DATASET section start

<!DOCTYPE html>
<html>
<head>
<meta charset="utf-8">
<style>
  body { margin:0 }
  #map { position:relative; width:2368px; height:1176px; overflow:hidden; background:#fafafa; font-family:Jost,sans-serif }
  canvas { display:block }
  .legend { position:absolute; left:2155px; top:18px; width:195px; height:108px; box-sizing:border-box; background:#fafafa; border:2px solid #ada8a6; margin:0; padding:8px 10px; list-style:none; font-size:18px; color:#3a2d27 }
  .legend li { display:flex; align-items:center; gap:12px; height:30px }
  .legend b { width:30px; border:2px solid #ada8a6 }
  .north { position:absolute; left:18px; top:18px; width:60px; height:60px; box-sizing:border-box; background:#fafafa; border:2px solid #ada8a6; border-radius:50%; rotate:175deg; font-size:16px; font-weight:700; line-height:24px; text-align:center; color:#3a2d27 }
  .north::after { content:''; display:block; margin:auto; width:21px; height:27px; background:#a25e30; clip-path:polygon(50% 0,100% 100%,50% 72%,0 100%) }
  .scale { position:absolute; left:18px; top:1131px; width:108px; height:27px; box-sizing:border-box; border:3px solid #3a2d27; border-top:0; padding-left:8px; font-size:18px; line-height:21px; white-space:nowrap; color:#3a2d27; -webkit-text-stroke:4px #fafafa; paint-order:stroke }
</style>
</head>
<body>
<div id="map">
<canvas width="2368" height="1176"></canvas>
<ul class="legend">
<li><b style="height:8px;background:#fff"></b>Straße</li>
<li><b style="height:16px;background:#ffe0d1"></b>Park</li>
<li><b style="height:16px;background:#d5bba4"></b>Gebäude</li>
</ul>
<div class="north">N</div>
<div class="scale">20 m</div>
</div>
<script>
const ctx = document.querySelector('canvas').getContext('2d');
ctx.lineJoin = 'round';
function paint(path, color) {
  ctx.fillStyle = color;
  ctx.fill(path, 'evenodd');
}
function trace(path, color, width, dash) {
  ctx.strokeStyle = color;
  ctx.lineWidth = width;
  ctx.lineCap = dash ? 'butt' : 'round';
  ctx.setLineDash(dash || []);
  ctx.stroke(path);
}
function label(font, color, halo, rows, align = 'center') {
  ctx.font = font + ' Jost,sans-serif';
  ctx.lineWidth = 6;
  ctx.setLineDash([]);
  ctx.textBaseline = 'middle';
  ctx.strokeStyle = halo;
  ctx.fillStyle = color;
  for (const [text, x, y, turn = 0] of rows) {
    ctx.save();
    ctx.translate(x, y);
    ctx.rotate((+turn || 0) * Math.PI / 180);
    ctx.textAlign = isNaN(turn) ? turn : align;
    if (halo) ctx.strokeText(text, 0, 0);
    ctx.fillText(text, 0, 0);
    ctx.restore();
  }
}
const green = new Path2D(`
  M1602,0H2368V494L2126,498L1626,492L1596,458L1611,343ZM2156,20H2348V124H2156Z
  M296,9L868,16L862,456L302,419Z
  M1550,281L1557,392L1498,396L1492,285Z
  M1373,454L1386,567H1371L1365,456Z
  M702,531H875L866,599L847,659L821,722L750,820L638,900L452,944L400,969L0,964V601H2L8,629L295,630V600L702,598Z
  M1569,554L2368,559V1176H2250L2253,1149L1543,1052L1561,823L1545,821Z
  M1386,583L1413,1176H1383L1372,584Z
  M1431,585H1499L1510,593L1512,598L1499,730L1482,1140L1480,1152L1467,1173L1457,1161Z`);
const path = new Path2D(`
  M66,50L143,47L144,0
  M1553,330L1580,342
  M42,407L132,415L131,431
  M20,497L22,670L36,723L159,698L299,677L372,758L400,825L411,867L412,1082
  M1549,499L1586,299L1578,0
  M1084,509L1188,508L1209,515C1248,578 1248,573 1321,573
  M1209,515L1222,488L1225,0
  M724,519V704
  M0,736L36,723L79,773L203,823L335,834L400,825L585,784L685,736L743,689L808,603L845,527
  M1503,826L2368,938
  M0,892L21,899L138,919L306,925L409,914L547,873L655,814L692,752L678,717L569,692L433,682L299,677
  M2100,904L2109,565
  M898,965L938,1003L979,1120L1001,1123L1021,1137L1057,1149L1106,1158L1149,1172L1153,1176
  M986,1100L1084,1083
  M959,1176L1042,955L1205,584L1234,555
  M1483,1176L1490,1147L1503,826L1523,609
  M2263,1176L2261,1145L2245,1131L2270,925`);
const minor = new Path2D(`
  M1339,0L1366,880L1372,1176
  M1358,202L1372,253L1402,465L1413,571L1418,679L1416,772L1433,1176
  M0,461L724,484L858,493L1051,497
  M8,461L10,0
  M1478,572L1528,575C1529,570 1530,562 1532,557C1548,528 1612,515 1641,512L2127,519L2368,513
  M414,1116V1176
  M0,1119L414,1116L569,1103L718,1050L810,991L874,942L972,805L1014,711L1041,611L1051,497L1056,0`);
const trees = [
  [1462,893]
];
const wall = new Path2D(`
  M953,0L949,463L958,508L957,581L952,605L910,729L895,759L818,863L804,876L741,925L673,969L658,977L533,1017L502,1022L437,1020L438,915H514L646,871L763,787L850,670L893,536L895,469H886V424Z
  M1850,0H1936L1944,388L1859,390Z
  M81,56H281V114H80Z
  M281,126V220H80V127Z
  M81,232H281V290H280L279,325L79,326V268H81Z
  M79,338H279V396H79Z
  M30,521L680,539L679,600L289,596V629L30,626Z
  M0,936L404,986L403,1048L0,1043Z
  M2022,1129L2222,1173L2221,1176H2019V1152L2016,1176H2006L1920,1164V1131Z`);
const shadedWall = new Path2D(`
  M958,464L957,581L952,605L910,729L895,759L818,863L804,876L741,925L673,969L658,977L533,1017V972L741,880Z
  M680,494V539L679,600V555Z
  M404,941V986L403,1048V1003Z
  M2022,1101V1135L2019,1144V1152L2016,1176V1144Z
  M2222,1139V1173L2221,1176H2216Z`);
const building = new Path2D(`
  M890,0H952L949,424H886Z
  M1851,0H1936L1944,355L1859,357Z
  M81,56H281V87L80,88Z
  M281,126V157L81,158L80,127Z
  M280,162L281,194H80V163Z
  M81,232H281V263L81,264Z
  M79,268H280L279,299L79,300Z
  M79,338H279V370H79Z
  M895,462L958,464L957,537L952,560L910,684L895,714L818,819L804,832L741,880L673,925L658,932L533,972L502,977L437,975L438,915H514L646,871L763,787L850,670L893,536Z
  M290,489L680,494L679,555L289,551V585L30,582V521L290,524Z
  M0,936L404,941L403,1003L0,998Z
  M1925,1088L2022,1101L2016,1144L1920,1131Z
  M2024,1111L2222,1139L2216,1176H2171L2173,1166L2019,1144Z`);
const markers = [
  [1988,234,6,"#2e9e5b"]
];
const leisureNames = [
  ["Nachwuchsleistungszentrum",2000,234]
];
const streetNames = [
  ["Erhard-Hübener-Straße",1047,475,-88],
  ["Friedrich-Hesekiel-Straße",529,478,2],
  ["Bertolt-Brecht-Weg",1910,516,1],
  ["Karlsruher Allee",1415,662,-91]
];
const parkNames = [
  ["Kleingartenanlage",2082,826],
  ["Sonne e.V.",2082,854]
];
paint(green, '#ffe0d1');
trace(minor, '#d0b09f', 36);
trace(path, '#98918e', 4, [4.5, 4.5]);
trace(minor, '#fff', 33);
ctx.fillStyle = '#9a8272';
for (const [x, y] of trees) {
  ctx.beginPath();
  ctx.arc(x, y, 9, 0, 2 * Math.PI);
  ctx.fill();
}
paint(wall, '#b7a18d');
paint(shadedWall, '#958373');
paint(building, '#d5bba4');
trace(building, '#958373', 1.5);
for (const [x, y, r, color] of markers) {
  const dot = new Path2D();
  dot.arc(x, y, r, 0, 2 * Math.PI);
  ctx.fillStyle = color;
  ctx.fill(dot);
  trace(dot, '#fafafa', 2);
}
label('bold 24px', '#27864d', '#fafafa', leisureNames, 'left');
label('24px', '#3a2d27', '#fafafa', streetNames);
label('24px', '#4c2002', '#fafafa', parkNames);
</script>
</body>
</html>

DATASET section end

→ **ACTION ITEM**: Return the lines exactly as they stand, please. Start at the top of the material and finish with the line where "width:30px; border:2px solid" appears.

→ **ANSWER SPACE**:
<!DOCTYPE html>
<html>
<head>
<meta charset="utf-8">
<style>
  body { margin:0 }
  #map { position:relative; width:2368px; height:1176px; overflow:hidden; background:#fafafa; font-family:Jost,sans-serif }
  canvas { display:block }
  .legend { position:absolute; left:2155px; top:18px; width:195px; height:108px; box-sizing:border-box; background:#fafafa; border:2px solid #ada8a6; margin:0; padding:8px 10px; list-style:none; font-size:18px; color:#3a2d27 }
  .legend li { display:flex; align-items:center; gap:12px; height:30px }
  .legend b { width:30px; border:2px solid #ada8a6 }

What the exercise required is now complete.